## To do
In the records below, tally each line that contains the word "edges" and give the total only.

(Supplied material begins)

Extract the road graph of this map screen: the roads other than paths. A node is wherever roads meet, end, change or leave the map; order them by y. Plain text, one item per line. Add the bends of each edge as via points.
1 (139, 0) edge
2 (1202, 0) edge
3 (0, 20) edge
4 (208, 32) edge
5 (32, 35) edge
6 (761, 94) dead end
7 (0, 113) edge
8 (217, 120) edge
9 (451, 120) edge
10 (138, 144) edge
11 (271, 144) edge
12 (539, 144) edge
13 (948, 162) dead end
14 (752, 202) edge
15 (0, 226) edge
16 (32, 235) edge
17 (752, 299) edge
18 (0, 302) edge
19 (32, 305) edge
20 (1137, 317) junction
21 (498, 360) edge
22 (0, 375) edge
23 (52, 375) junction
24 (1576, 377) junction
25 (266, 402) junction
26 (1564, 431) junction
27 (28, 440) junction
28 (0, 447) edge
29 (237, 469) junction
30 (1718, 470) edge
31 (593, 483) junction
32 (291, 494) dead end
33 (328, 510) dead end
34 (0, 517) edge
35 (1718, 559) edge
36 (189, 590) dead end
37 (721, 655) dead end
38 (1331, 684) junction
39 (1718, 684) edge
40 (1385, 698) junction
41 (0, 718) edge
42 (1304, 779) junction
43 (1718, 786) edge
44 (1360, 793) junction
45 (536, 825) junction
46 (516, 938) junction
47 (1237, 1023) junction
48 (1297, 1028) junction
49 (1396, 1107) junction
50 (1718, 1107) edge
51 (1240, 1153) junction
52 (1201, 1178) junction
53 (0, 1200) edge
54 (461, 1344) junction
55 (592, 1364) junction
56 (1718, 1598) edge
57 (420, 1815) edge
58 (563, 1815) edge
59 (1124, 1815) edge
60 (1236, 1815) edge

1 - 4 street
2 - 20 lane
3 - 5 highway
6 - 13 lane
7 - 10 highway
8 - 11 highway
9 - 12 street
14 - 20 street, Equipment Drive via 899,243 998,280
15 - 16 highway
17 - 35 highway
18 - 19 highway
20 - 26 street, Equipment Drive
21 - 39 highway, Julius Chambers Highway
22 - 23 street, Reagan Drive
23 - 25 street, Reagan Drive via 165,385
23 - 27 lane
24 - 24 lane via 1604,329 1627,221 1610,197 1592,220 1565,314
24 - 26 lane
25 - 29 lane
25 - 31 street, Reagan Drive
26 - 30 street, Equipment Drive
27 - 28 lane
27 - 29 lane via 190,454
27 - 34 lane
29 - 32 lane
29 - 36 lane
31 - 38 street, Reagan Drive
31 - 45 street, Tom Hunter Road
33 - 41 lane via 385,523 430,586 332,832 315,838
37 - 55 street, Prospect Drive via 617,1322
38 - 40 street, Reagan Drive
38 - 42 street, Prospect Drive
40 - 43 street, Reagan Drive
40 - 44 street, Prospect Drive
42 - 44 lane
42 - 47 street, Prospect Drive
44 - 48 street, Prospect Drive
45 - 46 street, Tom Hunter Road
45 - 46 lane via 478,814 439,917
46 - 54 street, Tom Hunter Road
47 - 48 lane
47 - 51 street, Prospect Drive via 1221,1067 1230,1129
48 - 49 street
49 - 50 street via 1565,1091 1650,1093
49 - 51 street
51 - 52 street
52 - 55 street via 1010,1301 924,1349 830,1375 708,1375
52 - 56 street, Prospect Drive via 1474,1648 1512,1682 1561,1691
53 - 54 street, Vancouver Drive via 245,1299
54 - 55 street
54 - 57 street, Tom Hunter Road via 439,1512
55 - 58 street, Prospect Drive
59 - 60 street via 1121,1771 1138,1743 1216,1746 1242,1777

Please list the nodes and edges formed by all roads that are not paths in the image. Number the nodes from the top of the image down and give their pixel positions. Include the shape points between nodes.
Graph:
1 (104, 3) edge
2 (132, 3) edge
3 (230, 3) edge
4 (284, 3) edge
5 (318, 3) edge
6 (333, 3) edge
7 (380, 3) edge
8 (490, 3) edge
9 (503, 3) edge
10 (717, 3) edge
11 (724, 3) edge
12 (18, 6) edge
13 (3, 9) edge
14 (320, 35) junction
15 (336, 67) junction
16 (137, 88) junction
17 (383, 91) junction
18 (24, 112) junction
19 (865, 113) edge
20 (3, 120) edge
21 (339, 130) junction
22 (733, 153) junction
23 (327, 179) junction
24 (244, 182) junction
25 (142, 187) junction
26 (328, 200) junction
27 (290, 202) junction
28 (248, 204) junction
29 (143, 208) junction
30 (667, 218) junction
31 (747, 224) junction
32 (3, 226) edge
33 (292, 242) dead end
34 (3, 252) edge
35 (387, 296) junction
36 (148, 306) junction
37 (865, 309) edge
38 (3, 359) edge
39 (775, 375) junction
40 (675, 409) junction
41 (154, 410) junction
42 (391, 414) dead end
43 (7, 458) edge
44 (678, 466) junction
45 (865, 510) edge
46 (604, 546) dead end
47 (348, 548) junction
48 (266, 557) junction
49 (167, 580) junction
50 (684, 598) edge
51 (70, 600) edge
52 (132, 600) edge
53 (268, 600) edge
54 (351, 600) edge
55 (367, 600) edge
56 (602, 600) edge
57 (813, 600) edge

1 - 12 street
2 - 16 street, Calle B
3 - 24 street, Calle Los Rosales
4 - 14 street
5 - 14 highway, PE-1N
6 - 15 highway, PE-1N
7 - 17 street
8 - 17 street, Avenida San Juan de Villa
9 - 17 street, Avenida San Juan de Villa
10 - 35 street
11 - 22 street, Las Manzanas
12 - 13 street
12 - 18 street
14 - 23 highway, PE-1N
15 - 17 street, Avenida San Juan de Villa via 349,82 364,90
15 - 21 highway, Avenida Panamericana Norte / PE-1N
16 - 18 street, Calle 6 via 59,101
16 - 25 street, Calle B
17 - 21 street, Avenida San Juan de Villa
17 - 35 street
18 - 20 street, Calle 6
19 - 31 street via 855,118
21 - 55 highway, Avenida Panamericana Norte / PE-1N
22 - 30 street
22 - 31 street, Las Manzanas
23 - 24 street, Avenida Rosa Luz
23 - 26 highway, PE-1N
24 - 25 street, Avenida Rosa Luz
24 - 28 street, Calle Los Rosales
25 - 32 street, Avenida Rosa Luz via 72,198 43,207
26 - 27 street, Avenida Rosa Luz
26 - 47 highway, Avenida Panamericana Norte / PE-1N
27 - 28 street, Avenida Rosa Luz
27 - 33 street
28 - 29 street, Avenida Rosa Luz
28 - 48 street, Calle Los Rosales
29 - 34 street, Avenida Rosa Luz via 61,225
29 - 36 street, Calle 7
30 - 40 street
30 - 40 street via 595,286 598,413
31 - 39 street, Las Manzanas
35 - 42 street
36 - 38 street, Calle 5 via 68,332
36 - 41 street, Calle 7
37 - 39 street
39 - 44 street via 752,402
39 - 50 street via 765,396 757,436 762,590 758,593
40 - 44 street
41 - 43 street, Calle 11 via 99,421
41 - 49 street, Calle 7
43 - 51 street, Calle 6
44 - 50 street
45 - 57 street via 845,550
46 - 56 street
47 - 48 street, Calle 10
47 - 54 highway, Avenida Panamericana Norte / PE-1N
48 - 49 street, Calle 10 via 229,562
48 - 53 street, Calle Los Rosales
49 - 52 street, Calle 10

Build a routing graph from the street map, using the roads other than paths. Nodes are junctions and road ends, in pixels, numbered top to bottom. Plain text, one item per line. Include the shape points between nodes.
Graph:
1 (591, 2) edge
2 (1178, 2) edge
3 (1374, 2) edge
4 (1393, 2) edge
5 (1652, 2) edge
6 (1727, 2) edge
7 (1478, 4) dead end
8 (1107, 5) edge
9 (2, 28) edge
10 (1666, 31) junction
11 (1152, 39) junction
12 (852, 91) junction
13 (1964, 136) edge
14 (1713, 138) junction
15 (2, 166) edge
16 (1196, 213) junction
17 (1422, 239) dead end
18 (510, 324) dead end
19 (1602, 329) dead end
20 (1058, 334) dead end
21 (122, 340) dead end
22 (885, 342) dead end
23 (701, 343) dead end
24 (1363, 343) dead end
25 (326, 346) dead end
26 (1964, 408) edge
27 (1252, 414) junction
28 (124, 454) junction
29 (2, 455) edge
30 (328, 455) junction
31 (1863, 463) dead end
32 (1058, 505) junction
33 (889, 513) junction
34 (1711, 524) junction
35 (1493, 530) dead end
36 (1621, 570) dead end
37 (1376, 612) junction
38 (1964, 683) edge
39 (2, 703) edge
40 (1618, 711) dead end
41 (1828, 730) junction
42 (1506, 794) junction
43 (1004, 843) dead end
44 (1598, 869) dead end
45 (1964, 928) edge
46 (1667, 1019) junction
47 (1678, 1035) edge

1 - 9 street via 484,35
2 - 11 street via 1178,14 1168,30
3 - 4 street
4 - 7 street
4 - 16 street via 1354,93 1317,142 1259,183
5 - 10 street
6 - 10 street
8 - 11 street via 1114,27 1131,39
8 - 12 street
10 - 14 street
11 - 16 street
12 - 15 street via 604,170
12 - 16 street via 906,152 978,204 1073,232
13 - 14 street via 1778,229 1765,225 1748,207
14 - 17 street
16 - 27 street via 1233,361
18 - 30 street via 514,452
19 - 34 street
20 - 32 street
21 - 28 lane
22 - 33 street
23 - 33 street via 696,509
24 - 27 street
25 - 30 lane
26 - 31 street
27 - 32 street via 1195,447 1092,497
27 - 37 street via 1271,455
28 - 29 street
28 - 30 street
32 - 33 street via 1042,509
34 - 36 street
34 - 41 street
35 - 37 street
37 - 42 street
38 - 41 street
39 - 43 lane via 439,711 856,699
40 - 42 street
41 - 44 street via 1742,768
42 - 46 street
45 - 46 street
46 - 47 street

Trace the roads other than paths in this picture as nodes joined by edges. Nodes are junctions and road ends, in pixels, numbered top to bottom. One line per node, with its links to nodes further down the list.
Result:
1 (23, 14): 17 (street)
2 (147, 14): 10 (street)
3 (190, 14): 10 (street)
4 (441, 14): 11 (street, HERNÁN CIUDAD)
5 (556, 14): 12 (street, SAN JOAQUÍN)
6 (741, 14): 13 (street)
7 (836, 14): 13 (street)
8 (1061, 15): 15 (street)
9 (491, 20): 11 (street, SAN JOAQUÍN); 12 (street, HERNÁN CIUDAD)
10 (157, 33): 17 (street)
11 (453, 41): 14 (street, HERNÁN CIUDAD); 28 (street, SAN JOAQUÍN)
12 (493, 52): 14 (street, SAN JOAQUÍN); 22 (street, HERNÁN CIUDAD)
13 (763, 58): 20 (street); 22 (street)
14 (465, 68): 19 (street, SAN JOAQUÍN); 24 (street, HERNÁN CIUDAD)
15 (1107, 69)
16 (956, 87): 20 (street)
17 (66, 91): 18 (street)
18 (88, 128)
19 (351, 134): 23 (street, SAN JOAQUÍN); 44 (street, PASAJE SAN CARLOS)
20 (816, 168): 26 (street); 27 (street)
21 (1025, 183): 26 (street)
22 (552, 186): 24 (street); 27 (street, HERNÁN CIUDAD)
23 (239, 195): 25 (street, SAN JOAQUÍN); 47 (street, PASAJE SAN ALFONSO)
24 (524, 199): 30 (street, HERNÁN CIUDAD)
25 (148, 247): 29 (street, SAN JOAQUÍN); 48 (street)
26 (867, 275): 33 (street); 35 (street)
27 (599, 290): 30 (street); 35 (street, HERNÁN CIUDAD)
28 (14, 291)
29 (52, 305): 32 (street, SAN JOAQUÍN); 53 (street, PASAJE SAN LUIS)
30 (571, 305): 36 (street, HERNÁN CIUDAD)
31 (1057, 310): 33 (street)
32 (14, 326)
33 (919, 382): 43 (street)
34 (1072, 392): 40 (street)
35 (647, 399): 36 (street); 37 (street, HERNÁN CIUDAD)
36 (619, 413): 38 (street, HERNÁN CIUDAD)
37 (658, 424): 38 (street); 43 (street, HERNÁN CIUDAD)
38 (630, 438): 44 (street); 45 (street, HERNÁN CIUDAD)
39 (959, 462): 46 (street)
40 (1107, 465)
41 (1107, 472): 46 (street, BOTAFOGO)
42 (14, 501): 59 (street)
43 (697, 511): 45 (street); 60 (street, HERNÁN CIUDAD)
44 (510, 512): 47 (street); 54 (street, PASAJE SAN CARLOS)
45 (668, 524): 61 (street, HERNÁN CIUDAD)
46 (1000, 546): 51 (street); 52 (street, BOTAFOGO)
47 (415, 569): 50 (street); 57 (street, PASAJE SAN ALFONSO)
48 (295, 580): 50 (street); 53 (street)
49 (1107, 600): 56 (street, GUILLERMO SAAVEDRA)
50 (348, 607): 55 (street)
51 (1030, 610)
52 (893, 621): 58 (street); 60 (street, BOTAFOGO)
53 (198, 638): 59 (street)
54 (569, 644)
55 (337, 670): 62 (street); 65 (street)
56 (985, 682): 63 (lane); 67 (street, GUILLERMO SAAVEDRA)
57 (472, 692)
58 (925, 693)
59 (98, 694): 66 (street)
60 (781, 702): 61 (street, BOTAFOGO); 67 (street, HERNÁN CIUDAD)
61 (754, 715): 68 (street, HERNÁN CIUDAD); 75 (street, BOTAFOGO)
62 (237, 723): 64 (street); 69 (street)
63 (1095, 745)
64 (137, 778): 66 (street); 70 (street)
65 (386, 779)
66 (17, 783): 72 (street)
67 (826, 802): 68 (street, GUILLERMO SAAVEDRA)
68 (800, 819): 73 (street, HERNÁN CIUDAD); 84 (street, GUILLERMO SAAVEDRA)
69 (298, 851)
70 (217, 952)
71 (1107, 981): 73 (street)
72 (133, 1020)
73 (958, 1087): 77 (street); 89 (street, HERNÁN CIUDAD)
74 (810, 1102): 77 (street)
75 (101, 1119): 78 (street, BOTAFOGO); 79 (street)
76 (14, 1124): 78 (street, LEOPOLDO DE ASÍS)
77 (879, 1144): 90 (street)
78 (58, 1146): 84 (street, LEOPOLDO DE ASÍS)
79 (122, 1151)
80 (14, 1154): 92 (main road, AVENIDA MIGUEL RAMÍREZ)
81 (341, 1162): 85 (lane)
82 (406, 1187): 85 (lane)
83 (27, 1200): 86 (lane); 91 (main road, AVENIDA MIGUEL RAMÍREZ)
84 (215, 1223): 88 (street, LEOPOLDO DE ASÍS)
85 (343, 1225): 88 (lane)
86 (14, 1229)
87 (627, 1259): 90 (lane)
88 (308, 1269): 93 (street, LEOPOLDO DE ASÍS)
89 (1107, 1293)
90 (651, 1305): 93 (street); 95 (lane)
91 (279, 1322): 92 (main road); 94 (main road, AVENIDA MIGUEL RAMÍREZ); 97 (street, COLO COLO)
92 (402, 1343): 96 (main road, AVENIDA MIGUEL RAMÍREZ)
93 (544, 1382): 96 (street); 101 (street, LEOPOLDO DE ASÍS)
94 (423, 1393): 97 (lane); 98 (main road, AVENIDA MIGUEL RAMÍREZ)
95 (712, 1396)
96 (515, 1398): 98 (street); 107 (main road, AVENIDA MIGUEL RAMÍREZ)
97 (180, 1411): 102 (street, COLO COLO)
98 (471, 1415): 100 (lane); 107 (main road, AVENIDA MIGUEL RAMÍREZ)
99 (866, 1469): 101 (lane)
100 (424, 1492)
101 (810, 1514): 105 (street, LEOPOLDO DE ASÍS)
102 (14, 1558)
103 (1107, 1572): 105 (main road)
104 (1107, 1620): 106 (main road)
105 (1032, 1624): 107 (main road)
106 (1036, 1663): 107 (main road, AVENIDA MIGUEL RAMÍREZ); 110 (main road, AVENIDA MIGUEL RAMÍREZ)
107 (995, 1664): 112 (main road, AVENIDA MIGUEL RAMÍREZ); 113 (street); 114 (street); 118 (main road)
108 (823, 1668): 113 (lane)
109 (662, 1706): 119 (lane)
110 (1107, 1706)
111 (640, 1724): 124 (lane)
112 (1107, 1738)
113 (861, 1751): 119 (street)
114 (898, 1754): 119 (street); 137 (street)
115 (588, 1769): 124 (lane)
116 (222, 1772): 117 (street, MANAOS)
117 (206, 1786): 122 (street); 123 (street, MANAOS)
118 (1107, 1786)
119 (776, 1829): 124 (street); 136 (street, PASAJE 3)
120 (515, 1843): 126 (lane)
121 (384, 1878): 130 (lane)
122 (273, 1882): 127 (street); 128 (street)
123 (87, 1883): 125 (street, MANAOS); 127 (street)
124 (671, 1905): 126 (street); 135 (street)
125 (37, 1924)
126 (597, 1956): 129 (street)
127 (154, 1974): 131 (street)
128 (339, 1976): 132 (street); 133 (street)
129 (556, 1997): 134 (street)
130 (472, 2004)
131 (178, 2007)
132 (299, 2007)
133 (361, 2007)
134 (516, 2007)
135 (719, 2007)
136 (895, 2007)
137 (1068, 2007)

(Supplied material ends)

## Response area
2